夢は小説家デビュー、アルコール依存症でも書く現役バーテンダーの“苦行”

 夢追い人の町・高円寺に、20年も小説を書きあぐねる男がいる。

「BAR人間失格」の雇われ店長で、今年42歳になる土田拓生さんは小説の執筆という“苦行”に励む。

「小説を読んでも書いても楽しいことは一つもない。“何者”かになる手段として選んだだけです」

23年前。早稲田大学に入学

 青森から上京して早稲田大学に入学したのは23年前。登山家の植村直己に憧れて山岳部に入った。ところが、同期が山で命を落とす現実に打ちひしがれ、登山から離れた。

「その後、演劇や映画製作を手伝う中で文章を褒められて、自分には文才があると勘違いしたんです」

 大学卒業後は新宿の酒場「どん底」でバイトをしながら小説を書くも鳴かず飛ばず。書けないストレスは酒でごまかした。やがて店を辞めたが、心配する知人に雇われ、「BAR人間失格」の店主となる。月収は18万円と苦しいが、ここで仕切り直すはずだった。しかし1年後、アルコール依存症の連続飲酒が原因で、自宅で倒れた。幸い、店が開かないのを不審がった常連が家を訪れ、救ってくれた。

今さら諦められない

 あの日に酒を断ってから4年がたった。酒瓶と酔客に挟まれ働く夜は、小説と同じく“苦行”だ。
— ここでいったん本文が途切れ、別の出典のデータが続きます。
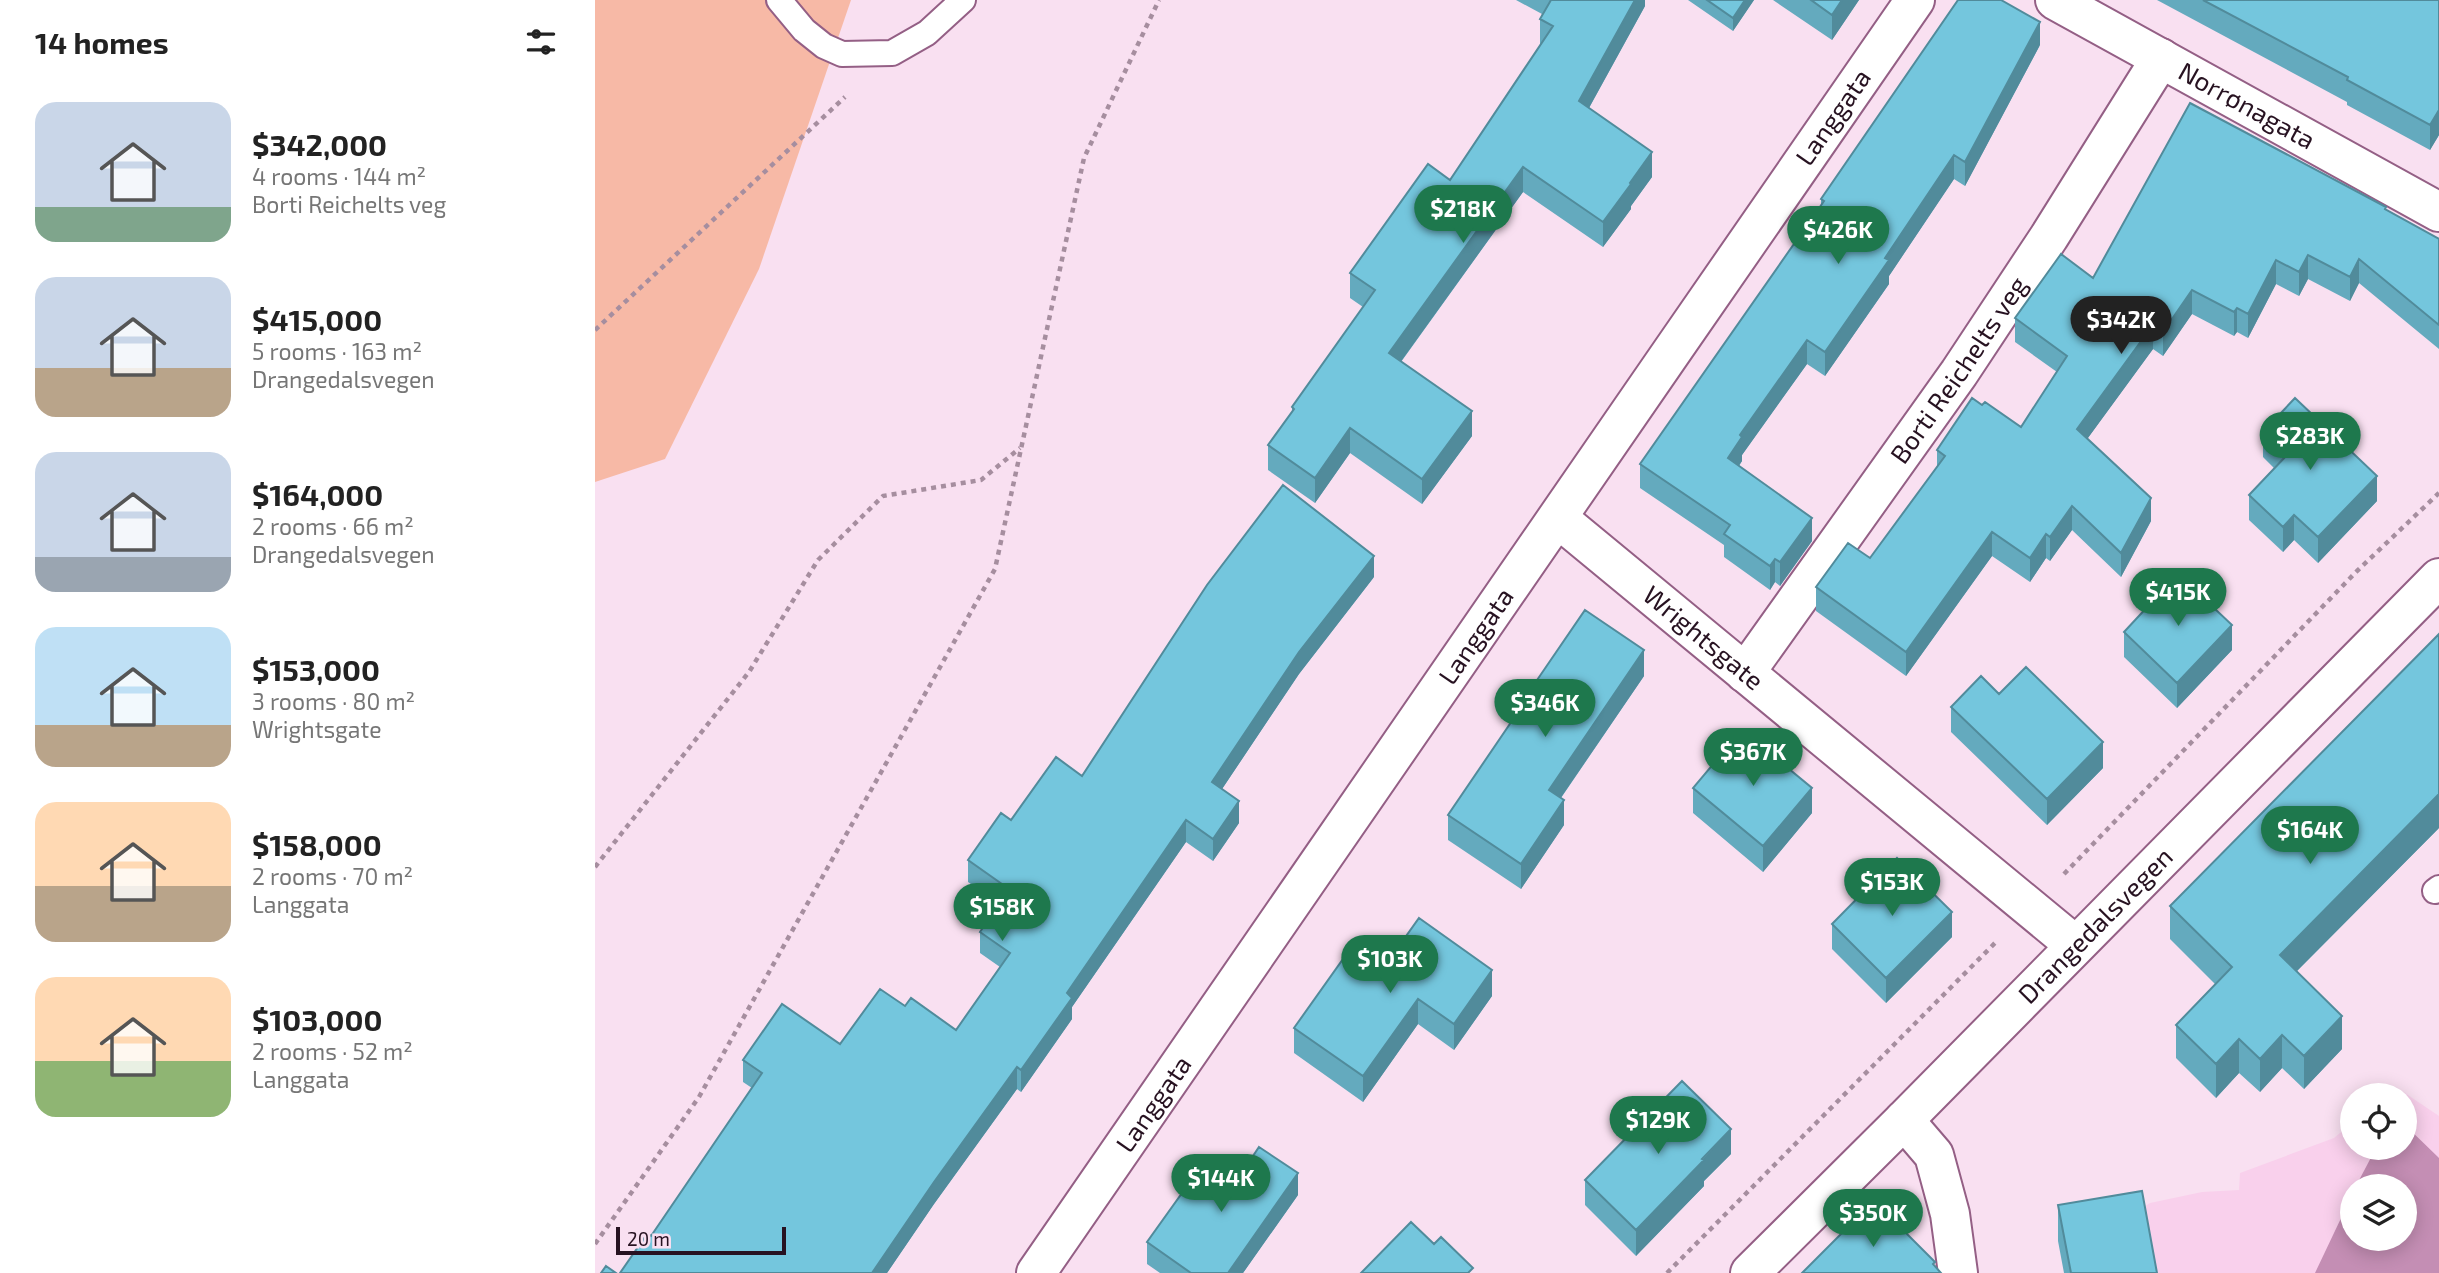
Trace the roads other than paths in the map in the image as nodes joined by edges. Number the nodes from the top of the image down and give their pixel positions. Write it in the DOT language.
graph roads {
  1 [pos="779,0"];
  2 [pos="963,0"];
  3 [pos="1915,0"];
  4 [pos="2055,0"];
  5 [pos="2161,58"];
  6 [pos="2439,212"];
  7 [pos="1559,519"];
  8 [pos="2434,592"];
  9 [pos="1745,673"];
  10 [pos="2075,945"];
  11 [pos="1904,1121"];
  12 [pos="1036,1273"];
  13 [pos="1750,1273"];
  14 [pos="1958,1273"];
  1 -- 2 [label="lane"];
  3 -- 7 [label="street, Langgata"];
  4 -- 5 [label="street, Norrønagata"];
  5 -- 6 [label="street, Norrønagata"];
  5 -- 9 [label="street, Borti Reichelts veg"];
  7 -- 9 [label="street, Wrightsgate"];
  7 -- 12 [label="street, Langgata"];
  8 -- 10 [label="street, Drangedalsvegen"];
  9 -- 10 [label="street, Wrightsgate"];
  10 -- 11 [label="street, Drangedalsvegen"];
  11 -- 13 [label="street, Drangedalsvegen"];
  11 -- 14 [label="street"];
}
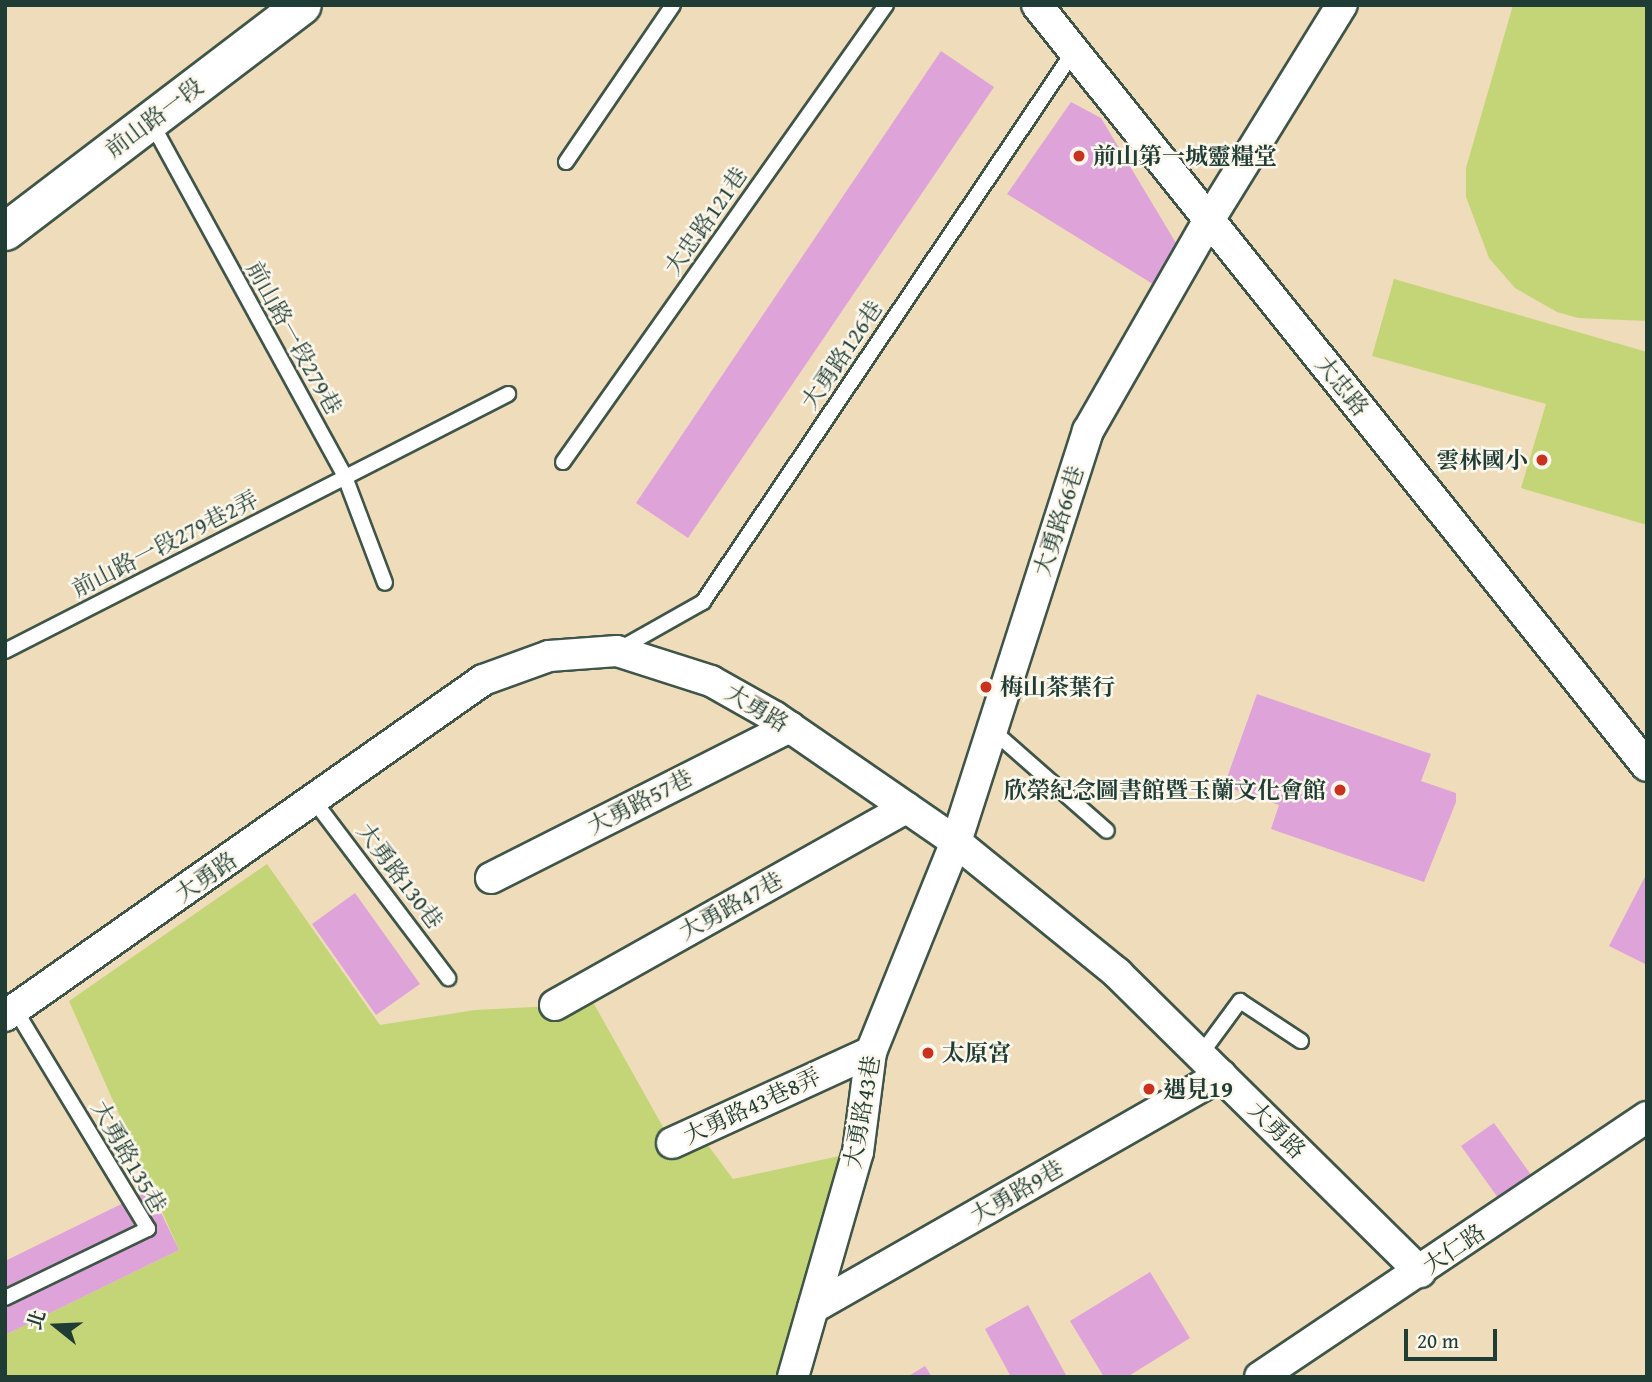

「お酒の誘惑に耐えるのに必死で、書けない時期も長かった。でも、小説に費やした時間とお金を思うと、今さら諦められない。他にやるべきこともないですしね」

原稿用紙450枚の大作も書き上げたが…

 断酒から2年たち、「脳の回復を感じた」土田さんは再び小説に挑み、年明けには原稿用紙450枚の大作も書き上げた。しかし、土田さんは小説の神様に見放されてしまう。データが入ったUSBが壊れ、小説は消えてしまったのだ。それでも土田さんはしぶとい。

「数週間はかなり落ち込みました。でも、依存症になった人は早く死ぬことが多い。だったら最後まで書き続けようと、今は思います」

 キーボード上を彷徨う10本の指が、夢を摑む日を祈るばかりだ。